Construir sin construir

24 de enero de 2013

Asomados a preciosas vistas a ninguna parte, a medio camino entre el parque y la parca, millones de personas disfrutan del mejor edificio ecológico, el más eficiente; (el mío, revolucionario en su dejadez, lleva cuarenta años en pie).

Con el estilo que caracteriza las construcciones que siempre pasan de moda (ventanas tristes, balcones de aluminio, tenderos y tendederos de discordia) las ecourbanitas se saludan por escaleras sin enchufes ni ascensores. Octogenarias de pelo azul se calzan la dentadura postiza para morder el asfalto con zapatillas de andar por brasas. Los parados a tiempo completo, ecológicos como ellos solos (muy solos) se pierden en el portal pidiendo terceras, cuartas y quintas oportunidades. La vecindad huele a guiso de vida a presión y recibo de luz atrasado. El yonqui del barrio se cruza con Elphi, y saluda sin los dientes que perdió en las olimpiadas del noventa y dos. Es la irreductible comunidad sostenible, la que permanece cuando la modernidad marcha hacia verdes jardines con piscina adosada. Los que quedan merecen el premio a la eficiencia anónima. El mejor edificio ecológico, el más rentable, es el que no se tiene que construir.
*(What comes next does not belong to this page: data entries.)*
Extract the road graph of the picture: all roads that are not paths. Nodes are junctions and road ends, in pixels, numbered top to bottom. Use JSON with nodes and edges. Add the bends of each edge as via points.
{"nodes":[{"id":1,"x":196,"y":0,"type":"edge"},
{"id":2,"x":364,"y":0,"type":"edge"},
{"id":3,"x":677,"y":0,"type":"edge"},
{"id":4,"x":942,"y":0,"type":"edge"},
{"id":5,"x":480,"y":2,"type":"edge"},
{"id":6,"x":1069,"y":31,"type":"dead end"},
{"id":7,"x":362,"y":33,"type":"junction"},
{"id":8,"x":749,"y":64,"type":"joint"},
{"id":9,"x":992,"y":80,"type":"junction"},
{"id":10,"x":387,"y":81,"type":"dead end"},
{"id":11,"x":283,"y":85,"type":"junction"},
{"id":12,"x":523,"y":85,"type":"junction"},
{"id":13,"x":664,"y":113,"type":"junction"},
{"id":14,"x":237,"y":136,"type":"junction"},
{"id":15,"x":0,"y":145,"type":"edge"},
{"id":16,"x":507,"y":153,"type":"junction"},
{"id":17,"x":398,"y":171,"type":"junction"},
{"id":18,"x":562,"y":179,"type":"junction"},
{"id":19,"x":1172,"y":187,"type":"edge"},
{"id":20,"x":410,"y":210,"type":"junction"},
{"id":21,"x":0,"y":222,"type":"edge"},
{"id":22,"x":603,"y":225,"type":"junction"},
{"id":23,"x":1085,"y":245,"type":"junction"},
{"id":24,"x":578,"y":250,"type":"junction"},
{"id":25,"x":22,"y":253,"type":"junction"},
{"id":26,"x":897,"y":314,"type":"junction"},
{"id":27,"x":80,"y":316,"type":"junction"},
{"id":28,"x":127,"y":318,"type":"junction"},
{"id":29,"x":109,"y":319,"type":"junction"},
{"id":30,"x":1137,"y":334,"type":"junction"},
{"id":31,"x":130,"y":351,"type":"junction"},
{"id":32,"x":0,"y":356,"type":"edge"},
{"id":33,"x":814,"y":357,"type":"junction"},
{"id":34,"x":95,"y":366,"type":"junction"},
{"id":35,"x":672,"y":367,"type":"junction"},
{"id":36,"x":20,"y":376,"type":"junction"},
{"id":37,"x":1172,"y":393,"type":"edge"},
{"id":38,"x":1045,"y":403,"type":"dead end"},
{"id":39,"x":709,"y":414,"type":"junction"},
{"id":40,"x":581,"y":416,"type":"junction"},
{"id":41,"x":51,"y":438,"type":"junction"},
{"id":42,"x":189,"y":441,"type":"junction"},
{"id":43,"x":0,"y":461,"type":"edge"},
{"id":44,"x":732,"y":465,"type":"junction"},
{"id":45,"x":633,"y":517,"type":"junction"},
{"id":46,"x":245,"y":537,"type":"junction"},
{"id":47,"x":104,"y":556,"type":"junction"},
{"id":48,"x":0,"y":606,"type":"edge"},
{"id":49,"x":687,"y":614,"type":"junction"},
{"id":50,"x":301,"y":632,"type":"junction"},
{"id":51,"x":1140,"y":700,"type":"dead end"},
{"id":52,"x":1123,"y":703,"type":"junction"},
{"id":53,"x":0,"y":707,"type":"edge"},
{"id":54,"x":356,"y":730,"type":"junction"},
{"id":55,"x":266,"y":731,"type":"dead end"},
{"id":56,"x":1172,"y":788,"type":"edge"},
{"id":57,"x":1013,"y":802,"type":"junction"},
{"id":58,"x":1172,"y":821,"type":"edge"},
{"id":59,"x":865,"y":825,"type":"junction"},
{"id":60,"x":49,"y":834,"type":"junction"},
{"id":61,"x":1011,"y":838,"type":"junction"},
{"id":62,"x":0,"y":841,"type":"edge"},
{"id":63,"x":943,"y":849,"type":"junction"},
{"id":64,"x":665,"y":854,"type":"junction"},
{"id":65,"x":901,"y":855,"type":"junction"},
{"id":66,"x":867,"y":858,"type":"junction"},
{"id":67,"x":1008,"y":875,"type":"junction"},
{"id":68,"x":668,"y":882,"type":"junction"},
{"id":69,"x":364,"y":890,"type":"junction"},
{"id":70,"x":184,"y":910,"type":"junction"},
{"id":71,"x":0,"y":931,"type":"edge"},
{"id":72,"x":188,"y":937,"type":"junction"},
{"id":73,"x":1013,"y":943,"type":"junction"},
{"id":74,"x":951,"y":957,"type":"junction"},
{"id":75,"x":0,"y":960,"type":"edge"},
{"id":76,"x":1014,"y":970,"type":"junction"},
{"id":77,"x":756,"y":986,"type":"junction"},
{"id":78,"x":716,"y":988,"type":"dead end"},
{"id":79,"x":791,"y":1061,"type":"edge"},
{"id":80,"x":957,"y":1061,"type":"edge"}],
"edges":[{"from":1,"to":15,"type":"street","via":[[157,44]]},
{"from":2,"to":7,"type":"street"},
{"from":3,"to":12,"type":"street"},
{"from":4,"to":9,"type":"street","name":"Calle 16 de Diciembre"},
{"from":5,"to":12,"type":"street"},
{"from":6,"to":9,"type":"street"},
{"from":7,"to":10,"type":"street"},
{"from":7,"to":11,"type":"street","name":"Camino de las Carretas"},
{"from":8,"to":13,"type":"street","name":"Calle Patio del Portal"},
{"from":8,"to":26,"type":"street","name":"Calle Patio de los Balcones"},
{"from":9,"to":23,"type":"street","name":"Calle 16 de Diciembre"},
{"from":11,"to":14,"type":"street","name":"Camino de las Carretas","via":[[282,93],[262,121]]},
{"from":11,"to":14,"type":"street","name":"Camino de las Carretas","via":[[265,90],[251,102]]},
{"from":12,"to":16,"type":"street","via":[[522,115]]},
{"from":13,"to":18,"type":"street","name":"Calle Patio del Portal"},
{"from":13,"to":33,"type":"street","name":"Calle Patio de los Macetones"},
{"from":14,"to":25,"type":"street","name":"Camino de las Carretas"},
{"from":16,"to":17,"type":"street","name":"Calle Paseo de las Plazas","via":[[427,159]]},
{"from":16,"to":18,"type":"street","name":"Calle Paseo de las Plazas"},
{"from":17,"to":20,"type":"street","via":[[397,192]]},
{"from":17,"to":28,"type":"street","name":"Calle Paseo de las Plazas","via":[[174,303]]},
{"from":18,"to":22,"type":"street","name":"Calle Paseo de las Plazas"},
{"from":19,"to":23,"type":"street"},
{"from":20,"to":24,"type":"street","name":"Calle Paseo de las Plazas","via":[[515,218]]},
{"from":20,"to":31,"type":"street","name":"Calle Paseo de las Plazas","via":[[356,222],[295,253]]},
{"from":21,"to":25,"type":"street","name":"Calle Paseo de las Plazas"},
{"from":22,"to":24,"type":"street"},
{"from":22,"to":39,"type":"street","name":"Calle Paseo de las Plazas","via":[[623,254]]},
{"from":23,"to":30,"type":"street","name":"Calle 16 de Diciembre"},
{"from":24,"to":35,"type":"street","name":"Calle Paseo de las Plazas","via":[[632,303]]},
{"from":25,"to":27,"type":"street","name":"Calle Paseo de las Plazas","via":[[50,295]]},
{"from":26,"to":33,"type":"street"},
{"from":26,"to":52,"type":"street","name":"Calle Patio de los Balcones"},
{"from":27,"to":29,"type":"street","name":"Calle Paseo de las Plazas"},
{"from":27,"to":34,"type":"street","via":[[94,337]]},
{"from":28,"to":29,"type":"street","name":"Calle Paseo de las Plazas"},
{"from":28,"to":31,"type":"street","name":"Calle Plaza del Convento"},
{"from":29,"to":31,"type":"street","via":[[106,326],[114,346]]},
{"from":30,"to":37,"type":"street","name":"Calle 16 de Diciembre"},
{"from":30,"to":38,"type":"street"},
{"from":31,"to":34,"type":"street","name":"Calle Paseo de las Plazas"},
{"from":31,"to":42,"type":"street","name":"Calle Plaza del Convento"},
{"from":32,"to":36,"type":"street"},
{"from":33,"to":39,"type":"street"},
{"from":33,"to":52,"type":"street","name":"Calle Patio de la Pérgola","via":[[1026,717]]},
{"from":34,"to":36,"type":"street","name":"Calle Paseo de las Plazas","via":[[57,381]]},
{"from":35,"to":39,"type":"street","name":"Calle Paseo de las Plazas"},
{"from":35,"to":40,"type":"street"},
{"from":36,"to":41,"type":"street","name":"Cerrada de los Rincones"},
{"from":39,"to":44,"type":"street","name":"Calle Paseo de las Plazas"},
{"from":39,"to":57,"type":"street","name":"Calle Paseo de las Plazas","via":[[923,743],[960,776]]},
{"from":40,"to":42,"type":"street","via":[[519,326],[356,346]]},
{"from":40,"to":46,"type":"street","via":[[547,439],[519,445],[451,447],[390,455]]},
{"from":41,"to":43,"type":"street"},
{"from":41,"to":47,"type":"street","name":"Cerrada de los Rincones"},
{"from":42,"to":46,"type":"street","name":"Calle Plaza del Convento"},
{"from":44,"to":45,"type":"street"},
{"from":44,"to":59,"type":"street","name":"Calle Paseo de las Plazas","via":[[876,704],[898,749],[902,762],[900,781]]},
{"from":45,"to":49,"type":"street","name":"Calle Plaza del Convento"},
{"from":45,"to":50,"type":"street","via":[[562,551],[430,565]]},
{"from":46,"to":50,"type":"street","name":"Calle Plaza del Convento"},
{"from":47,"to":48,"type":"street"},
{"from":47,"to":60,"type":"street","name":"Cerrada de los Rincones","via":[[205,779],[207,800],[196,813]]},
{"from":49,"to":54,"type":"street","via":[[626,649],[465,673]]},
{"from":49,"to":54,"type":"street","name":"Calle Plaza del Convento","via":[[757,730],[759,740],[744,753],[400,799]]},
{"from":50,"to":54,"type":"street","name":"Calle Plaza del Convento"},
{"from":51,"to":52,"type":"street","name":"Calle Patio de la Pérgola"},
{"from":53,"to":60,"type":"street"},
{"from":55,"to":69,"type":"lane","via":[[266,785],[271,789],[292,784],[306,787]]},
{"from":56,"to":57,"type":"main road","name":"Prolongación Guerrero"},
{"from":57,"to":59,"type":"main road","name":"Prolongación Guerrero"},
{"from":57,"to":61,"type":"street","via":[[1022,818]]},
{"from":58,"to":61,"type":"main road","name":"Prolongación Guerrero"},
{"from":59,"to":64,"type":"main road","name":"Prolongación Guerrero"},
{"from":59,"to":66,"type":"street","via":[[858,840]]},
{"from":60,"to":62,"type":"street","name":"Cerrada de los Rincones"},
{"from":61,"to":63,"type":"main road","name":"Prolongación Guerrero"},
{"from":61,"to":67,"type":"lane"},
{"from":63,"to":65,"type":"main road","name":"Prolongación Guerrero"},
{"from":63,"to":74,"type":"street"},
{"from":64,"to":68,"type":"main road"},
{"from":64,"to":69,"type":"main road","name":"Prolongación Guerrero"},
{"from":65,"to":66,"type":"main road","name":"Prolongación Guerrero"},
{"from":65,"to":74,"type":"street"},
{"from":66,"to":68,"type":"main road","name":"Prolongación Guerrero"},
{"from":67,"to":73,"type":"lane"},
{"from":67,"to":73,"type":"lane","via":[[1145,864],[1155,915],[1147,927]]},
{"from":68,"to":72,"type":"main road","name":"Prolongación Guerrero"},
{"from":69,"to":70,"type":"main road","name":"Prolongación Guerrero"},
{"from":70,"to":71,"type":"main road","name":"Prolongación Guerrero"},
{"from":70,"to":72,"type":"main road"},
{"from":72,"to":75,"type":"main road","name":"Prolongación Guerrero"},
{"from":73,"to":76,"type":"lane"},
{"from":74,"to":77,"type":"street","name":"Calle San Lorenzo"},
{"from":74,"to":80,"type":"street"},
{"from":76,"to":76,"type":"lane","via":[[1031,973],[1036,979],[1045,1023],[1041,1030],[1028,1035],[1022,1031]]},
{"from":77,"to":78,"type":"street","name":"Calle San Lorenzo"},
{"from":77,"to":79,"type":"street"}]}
Miles de construcciones en España están vacías. La migración urbanística abandona históricas zonas, desfloradas, en hibernación para nuevas cosechas especuladoras. En el centro de Madrid, una de tantas ciudades con monstruos autóctonos, se yerguen monumentos a la hipocresía urbanística, como el famoso edificio de Telefónica a la espera de demolición u ocupación rentable. Es más vistoso construir edificios de última generación, proyectos sostenibles para un futuro mejor, que es todo futuro proclive a las inauguraciones de bombo y platillo. Los costes energéticos, el precio del solar y la ocupación de terrenos escasos y, en ocasiones, protegidos, se obvian para el marketing final de nuevos colonos. El pasado es un edificio vacío, tirado como un gigantesco envase sin reciclar.

Sólo el estado posee 53.124 inmuebles, de los que no existen datos fiables (por inmueble se puede entender casa, piso… edificio entero). Por no utilizar calculadora (estarían actualizando Facebook), ni tan solo el gobierno se ha molestado en incluir en las estadísticas cuántas de las cifras de ladrillo están vacías.

Será que en Cooliflower somos algo retrógrados. Creemos que lo antiguo puede ser remozado para una mayor eficiencia energética; pensamos que es más barato aislar ventanas y añadir placas solares que construir desde cero. Somos de los raros en defender que las nuevas construcciones no podrán ser ecológicas, por muy ecológicas que sean, sin aprovechar lo existente.

Con miles de propiedades vacías: ¿Es la construcción ecológica constructiva?